## Dataset entries
——

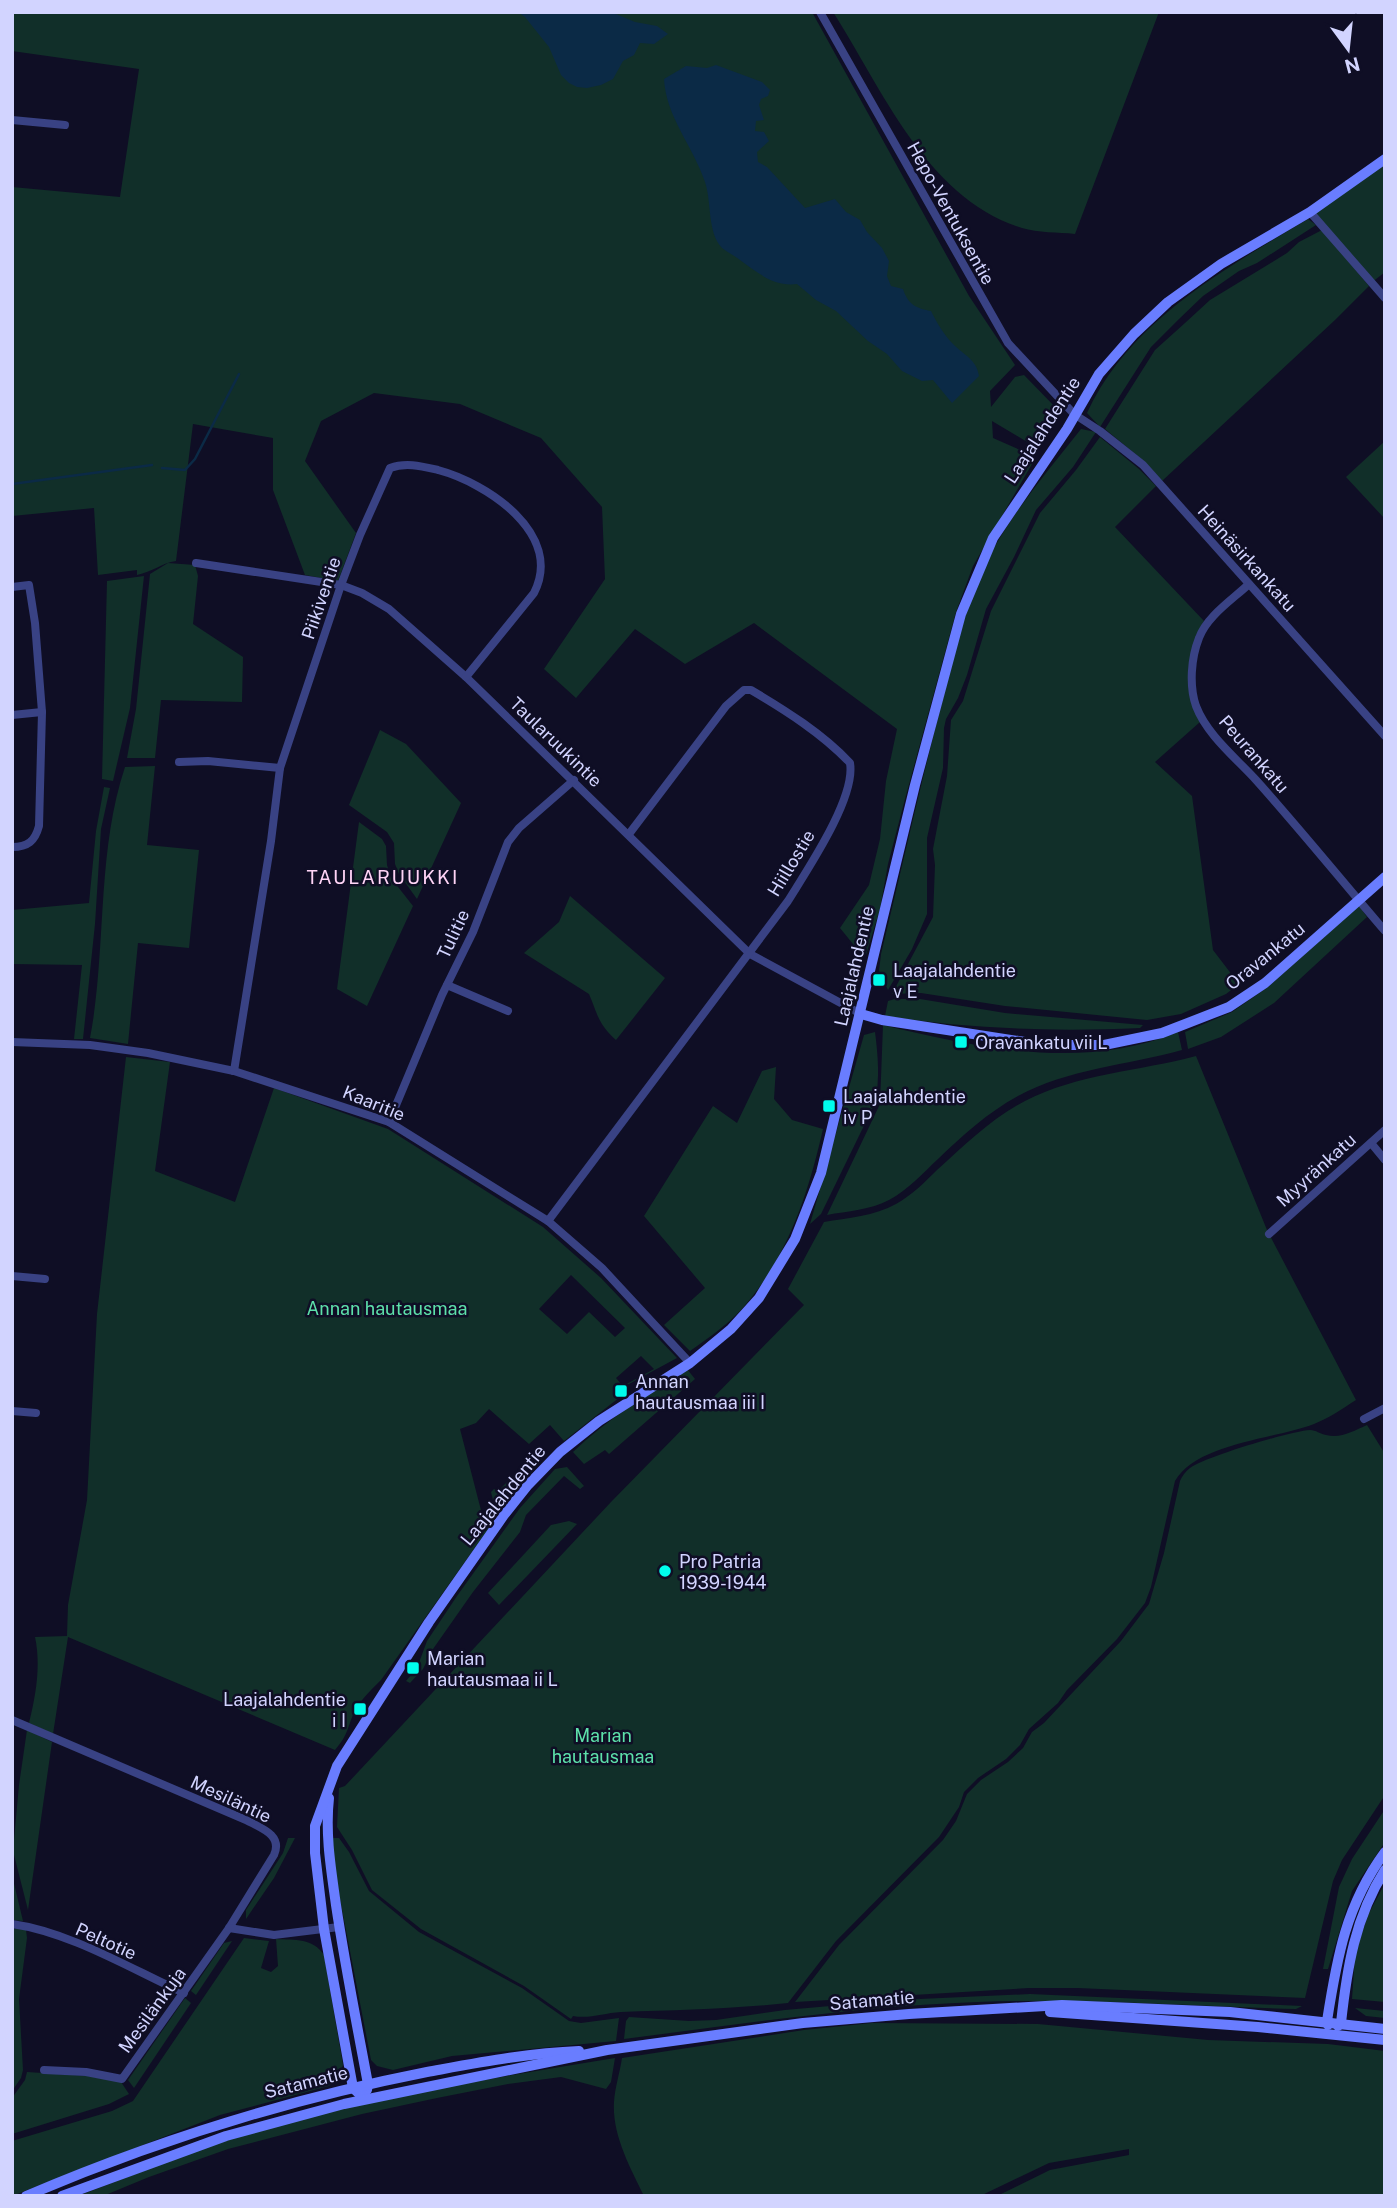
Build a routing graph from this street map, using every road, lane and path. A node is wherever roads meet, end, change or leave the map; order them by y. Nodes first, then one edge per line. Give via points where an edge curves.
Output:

——

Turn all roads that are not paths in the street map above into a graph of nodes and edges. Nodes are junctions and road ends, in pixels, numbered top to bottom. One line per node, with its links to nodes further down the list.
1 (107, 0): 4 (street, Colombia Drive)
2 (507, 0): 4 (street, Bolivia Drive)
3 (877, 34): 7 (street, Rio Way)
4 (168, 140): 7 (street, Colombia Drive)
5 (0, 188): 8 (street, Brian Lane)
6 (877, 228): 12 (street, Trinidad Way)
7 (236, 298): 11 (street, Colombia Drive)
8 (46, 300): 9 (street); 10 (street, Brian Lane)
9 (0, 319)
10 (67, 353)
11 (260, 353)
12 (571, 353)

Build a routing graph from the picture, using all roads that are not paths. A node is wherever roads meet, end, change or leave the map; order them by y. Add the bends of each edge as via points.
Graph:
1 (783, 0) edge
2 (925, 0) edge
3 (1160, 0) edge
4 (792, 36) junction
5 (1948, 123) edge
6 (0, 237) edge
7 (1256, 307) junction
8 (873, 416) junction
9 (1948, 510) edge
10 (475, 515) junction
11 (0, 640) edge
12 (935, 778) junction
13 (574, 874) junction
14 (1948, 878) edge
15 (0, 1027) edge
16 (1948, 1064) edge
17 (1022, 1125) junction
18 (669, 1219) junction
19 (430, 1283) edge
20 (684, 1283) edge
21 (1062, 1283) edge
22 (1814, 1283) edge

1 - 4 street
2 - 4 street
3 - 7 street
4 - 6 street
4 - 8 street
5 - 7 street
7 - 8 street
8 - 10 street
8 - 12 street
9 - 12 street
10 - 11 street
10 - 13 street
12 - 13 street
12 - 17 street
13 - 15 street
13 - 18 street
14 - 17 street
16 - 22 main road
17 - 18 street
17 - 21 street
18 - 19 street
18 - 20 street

——

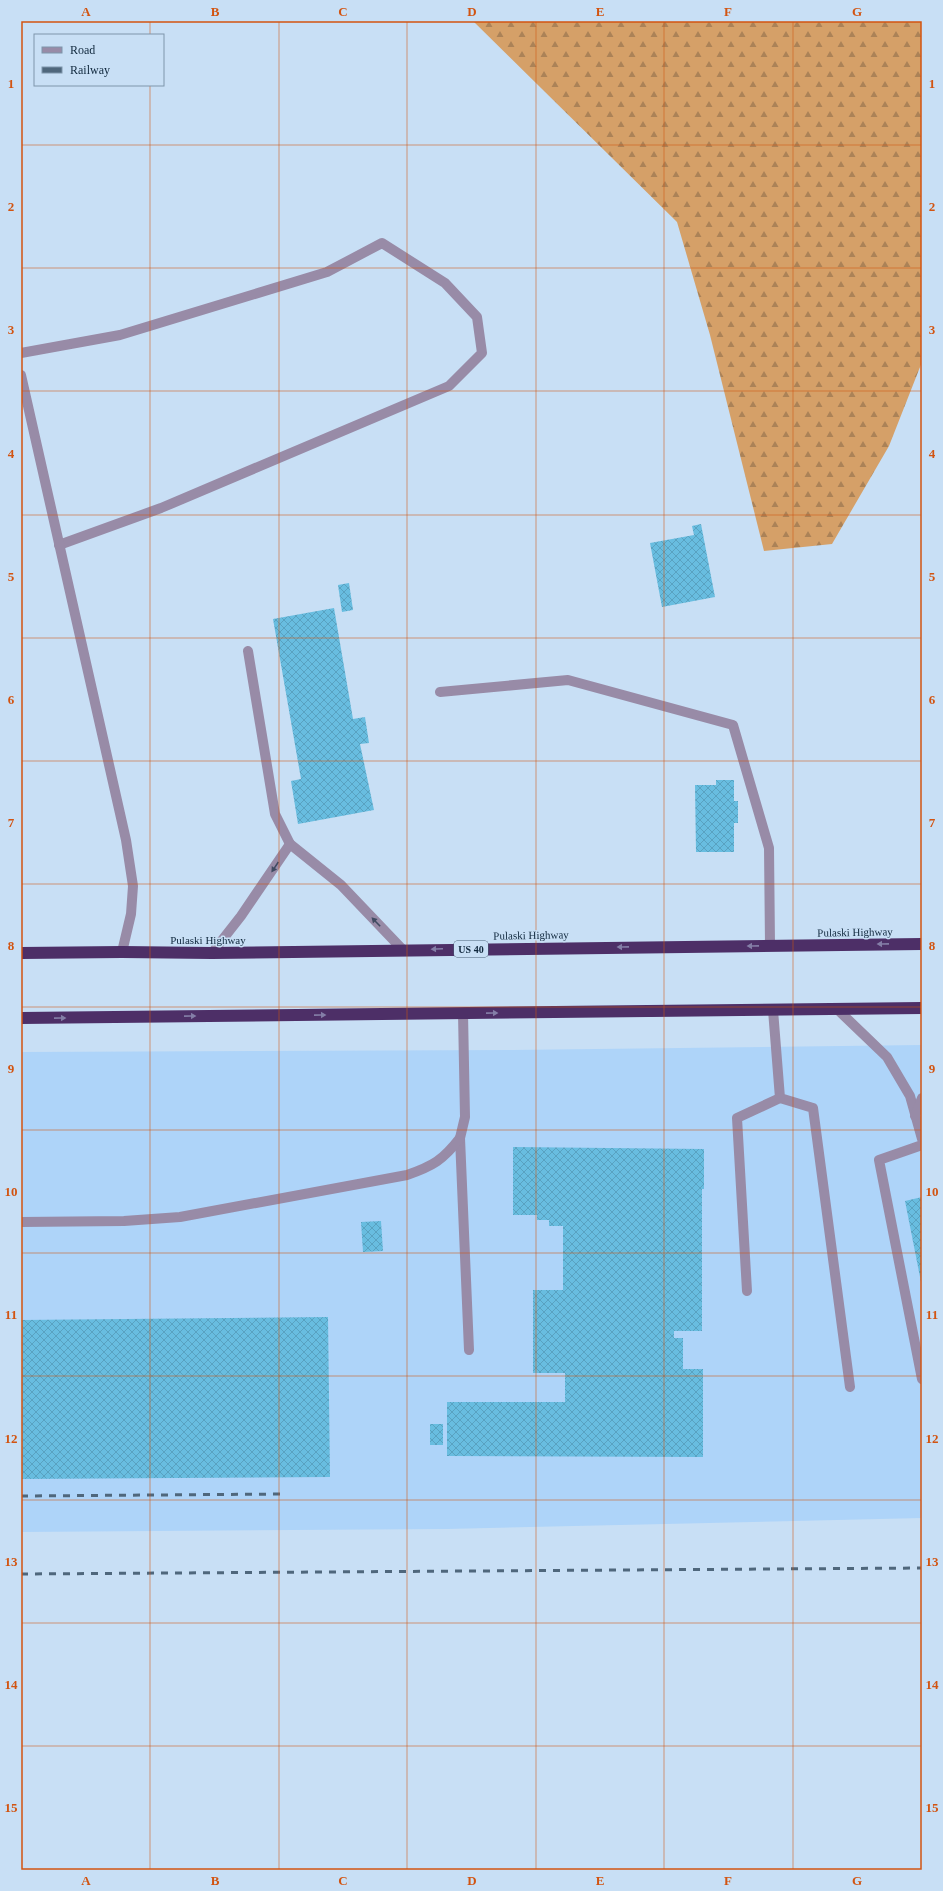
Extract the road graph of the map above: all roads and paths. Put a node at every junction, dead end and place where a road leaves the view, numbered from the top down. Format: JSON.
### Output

——

## What is being asked
Please go through the listing and return each line that has "from" in it.

## Result for this exercise
Build a routing graph from this street map, using every road, lane and path. A node is wherever roads meet, end, change or leave the map; order them by y. Nodes first, then one edge per line. Give via points where an edge curves.
Build a routing graph from the picture, using all roads that are not paths. A node is wherever roads meet, end, change or leave the map; order them by y. Add the bends of each edge as via points.
Extract the road graph of the map above: all roads and paths. Put a node at every junction, dead end and place where a road leaves the view, numbered from the top down. Format: JSON.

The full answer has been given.